Pourtant, à l'écoute de "Maurice Jarre, l'émotion et la force", les différences entre le compositeur de musiques de films à succès et le pilleur de classiques ne sont pas très audibles. Le travail sonore de Maurice Jarre énerve plus les tympans qu'il ne les choye. Et en cela, il ne se démarque pas vraiment de son compère André Rieu, l'une des plus grandes calamités acoustiques de ces dix dernières années. Pour tout dire, il lui ressemble même plutôt. Chacun de leurs côtés, avec des moyens certes inégaux (André Rieu est absolument incapable de composer un morceau, il se contente de bousiller ceux des autres), ils développent une musique lisse, sans aspérités, qui détient la désagréable capacité d'irriter jusqu'à l'insupportable nos si fragiles trompes d'Eustache.

Shogun (c) D.R.

Trop joliment simples, trop gentiment mélodiques, les compositions de Maurice Jarre éprouvent les pires difficultés à susciter une véritable émotion. Ce déficit émotif s'explique par leur côté extrêmement répétitif. Entre les vingt-deux morceaux que compte cette compilation, les variations sont si minces que l'auditeur n'arrive pas à décerner le passage d'un titre à l'autre. Parfois aidé par des applaudissements conclusifs ou des silences intermédiaires, le mélomane amateur doit la plupart du temps privilégier la technique à son oreille, l'affichage digital de son lecteur Cd devenant en effet le seul moyen de discerner les changements de morceaux.

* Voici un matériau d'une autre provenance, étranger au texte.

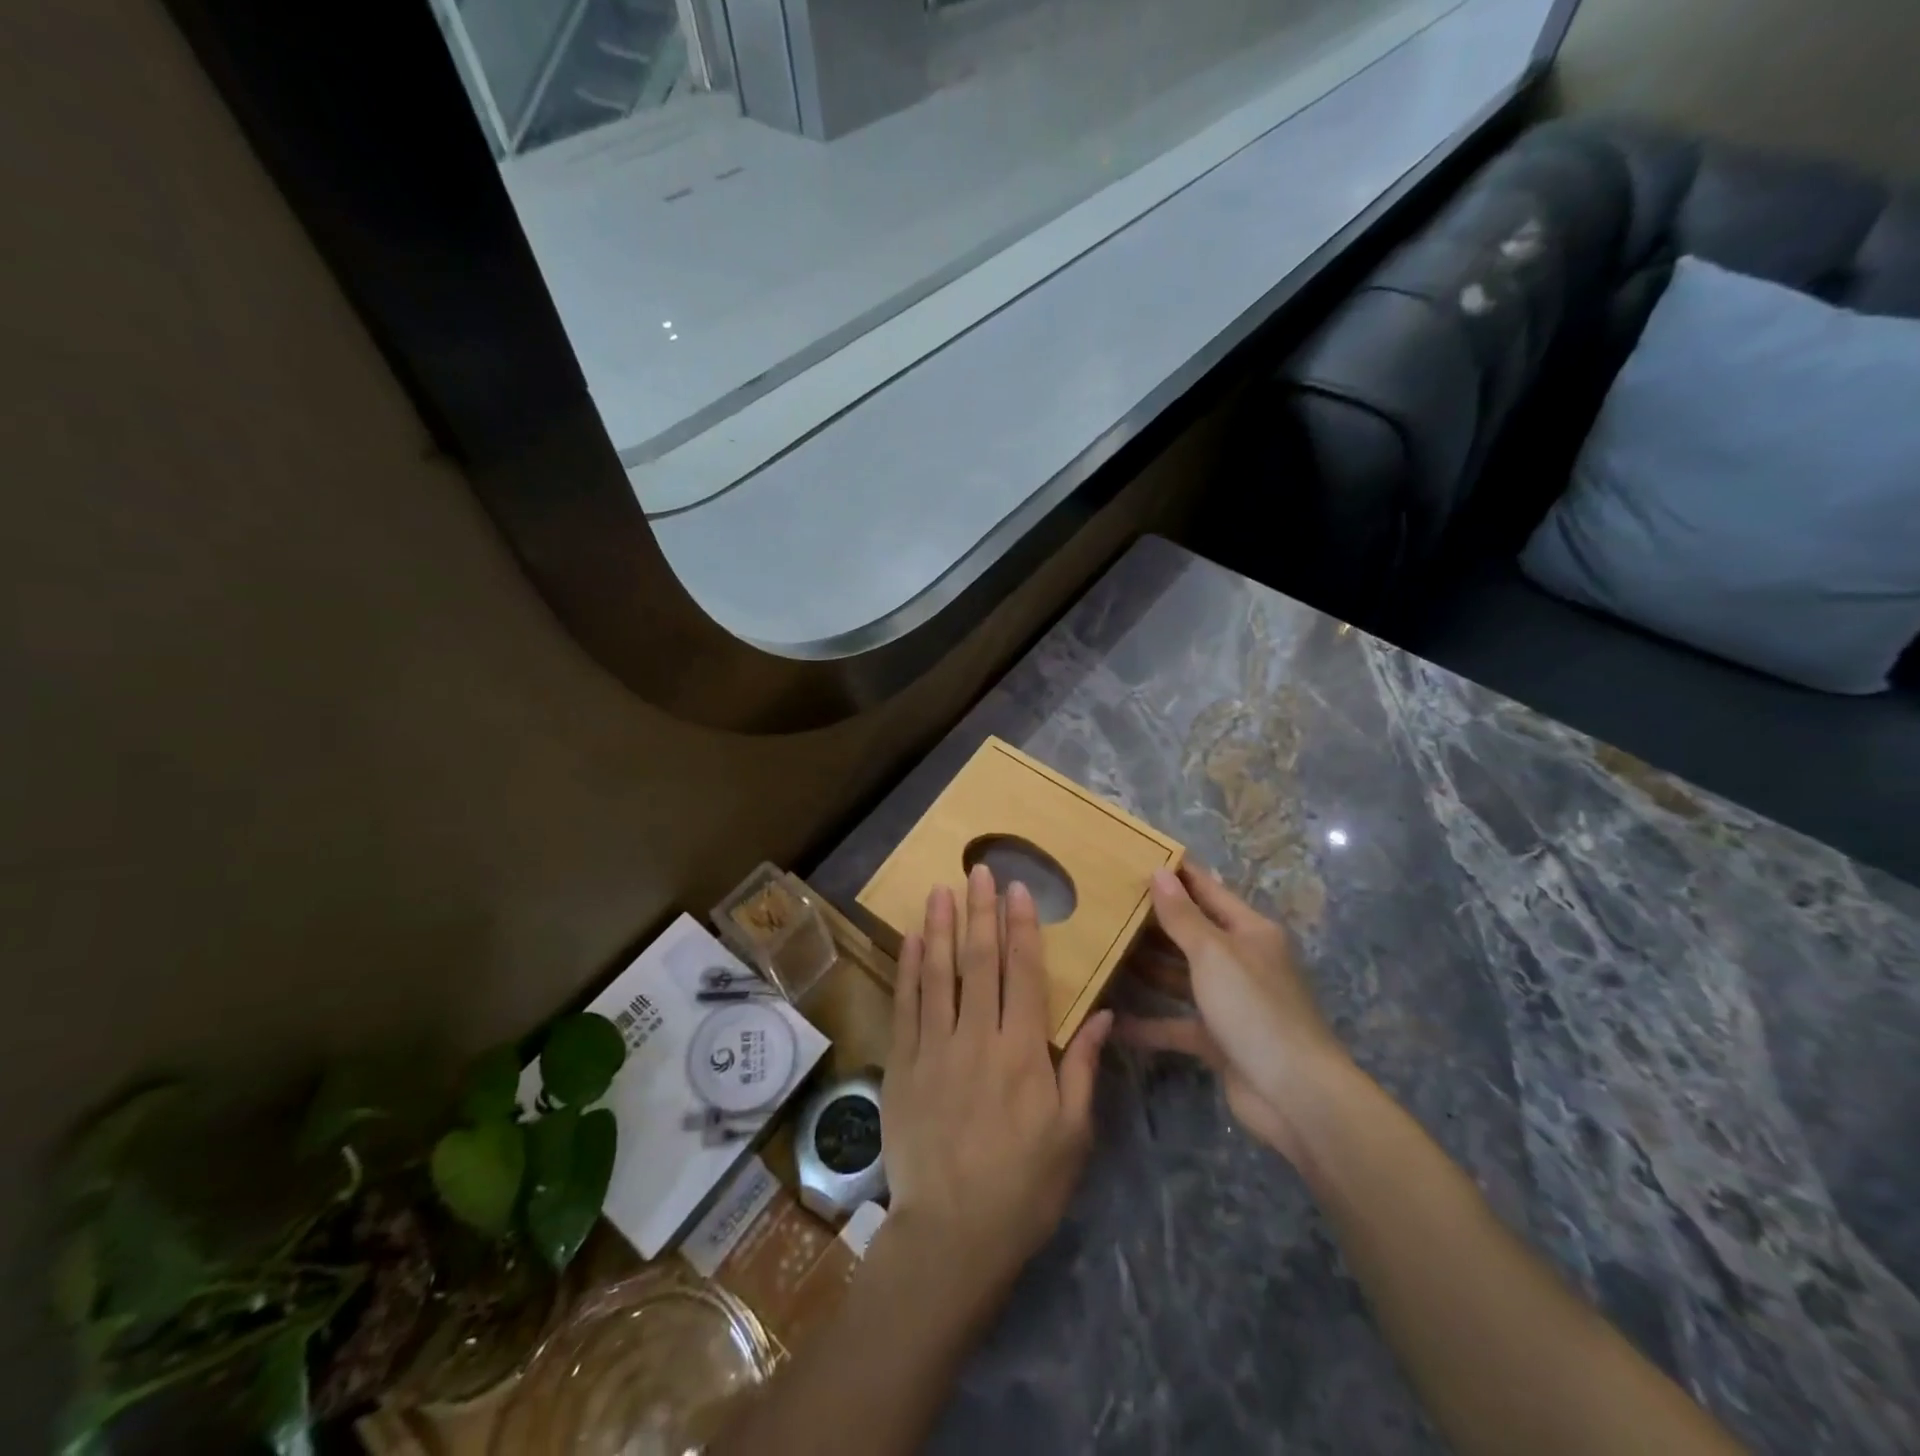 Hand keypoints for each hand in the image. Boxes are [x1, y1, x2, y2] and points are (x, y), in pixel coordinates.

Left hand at [880, 865, 1112, 1299]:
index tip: (1019, 890)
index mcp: (1022, 1052)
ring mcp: (934, 1048)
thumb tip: (1104, 1014)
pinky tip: (911, 940)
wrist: (952, 1234)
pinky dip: (909, 968)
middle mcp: (977, 1038)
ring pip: (938, 973)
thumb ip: (1083, 1067)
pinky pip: (906, 1005)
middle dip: (981, 912)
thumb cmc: (1024, 1186)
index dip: (1022, 927)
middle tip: (979, 871)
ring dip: (940, 927)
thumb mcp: (1072, 1134)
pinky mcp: (903, 1064)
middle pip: (980, 961)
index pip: (1023, 973)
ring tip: (941, 889)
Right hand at [1117, 864, 1351, 1165]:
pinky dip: (1147, 1023)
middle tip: (1105, 903)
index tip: (1137, 856)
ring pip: (1179, 976)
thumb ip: (1182, 916)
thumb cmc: (1254, 1009)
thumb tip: (1159, 873)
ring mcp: (1229, 1002)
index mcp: (1249, 932)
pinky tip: (1112, 1019)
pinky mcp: (1217, 1039)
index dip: (1177, 873)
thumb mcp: (1213, 954)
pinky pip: (1175, 1023)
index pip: (1208, 890)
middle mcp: (1240, 961)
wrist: (1295, 1096)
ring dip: (1145, 967)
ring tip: (1101, 949)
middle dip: (1152, 920)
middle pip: (1190, 932) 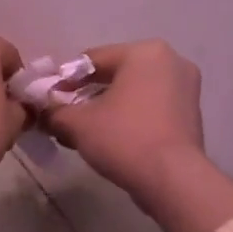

Alain Garel, le producteur de "Maurice Jarre, l'émotion et la force", ne partage pas du tout ce point de vue. Pour le concepteur de ce double Cd hommage, c'est au contraire la diversité thématique contenue dans les musiques de films de Maurice Jarre qui fait l'importance de son œuvre. En préface, il insiste ainsi sur les influences multi-ethniques des musiques de Maurice Jarre. Alors que ce dernier était élève au Conservatoire de Paris, le directeur de l'époque Claude Delvincourt avait décidé d'inclure l'apprentissage des musiques ethniques dans la formation habituelle de l'école. Selon Alain Garel, Maurice Jarre s'est beaucoup appuyé sur cet enseignement de jeunesse pour mettre au point ses musiques de films. "Il a mis en application sa connaissance de la musique japonaise pour la partition de Shogun, celle de la musique russe pour Docteur Jivago, de la country music pour Résurrection, de la musique indienne pour L'homme qui voulait être roi, de la musique indonésienne pour L'année de tous les dangers et de la musique arabe pour Lawrence d'Arabie ou Le lion du désert", énumère fastidieusement le producteur de "L'émotion et la force".